DVD TOP vs. Blu-ray BOTTOM

 

 


 

 

 

 

 

 

 

 

 

 

 

 

 

Audio & Music: 8/8
As we should expect, this series is not going to be big on surround effects, though there are some moments during its few exchanges of gunfire that come alive in this respect. No, the strength of the audio here is, with few exceptions, its unerring sense of space. Whether the salons or palatial halls of France, or the stables of the Adams farm, or in the streets of Boston or the nearby woods where Adams tastes the effects of British justice, or at the bar, defending an unpopular cause, the effect, by way of its uncompressed DTS HD-MA, is transporting. I should mention that this was not the case with the DVD, whose audio was sorely lacking in this respect. Dialogue, which is of prime importance in such a series, is clear and proportional.

 

 

 

Operations: 7
I found access and withdrawal from the "Facts Are Stubborn Things" pop-ups to be more easily managed here than on the DVD, correcting what I felt was a fault previously. They come on with a small flourish now and are neater and cover less of the frame, as expected on Blu-ray. Otherwise, the layout of the menu is similar to the DVD, with the addition of a pop-up episode summary.
 

Extras: 5
What's this! "Who's Who in History"? – the sole extra feature beyond that which accompanied the DVD set of a year ago – and what an embarrassment it is! Not only are these nothing more than a few words about each of the major characters, but the encompass the same number of lines per character, so that everything is neat and tidy, and pointless. On the other hand, the two major features are now presented in very good HD and both are worth visiting and manage to avoid duplication of coverage.

 

 

Bottom line: 7
I suppose the question of purchase depends on how much you admire the series. There is no question in my mind that both picture and audio quality, especially the latter, is much improved in high definition. The Extra Features are much the same, though now in HD. So, there you are.

Leonard Norwitz
June 14th, 2009

 

 

 

 

About the Reviewer: I first noticed that some movies were actually "films" back around 1960 when I saw Seven Samurai (in the then popular truncated version), La Strada and The Third Man for the first time. American classics were a later and happy discovery.

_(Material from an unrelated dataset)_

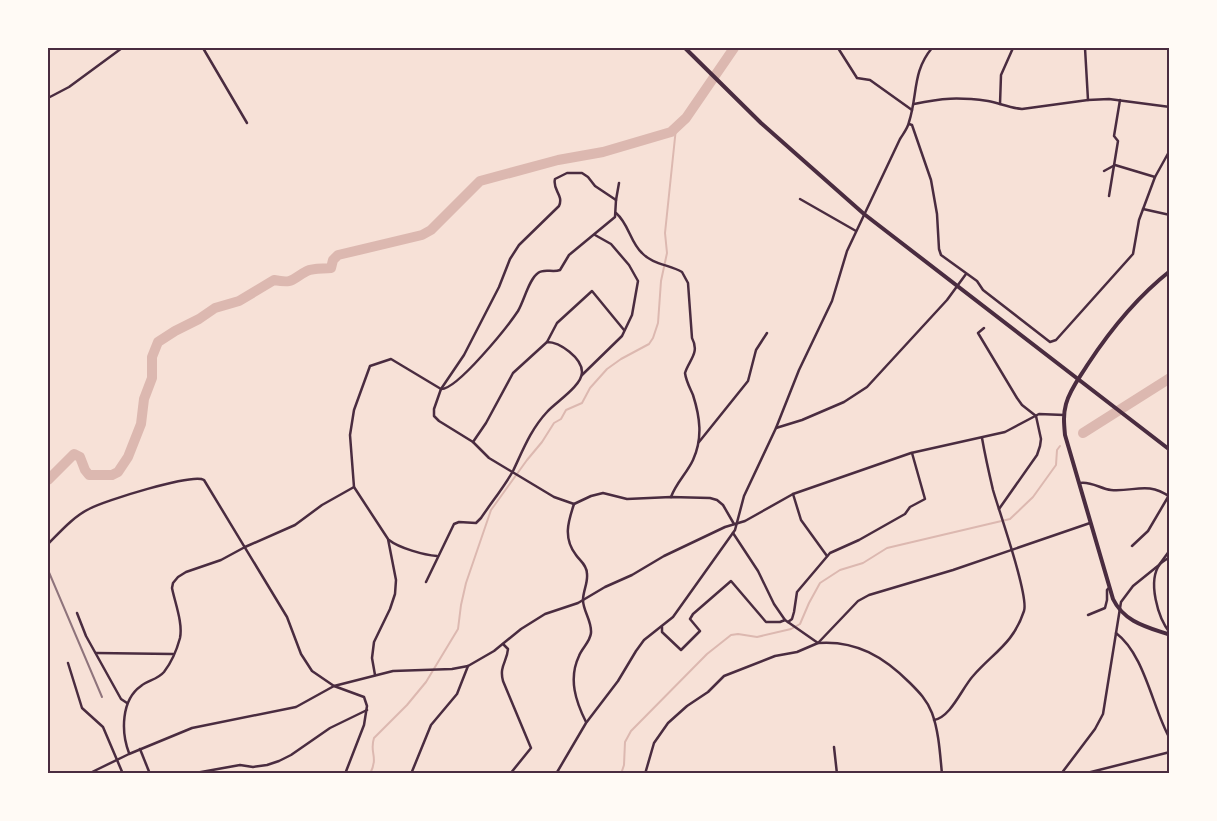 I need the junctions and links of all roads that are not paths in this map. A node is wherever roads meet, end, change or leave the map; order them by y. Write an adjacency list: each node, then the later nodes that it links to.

My earliest teacher in Aesthetics was Alexander Sesonske, who encouraged the comparison of unlike objects. He opened my mind to the study of art in a broader sense, rather than of technique or the gratification of instantaneous events. My take on video, or audio for that matter – about which I feel more competent – is not particularly technical. Rather it is aesthetic, perceptual, psychological and strongly influenced by temporal considerations in much the same way as music. I hope you will find my musings entertaining and informative, fun, interactive and very much a work in progress.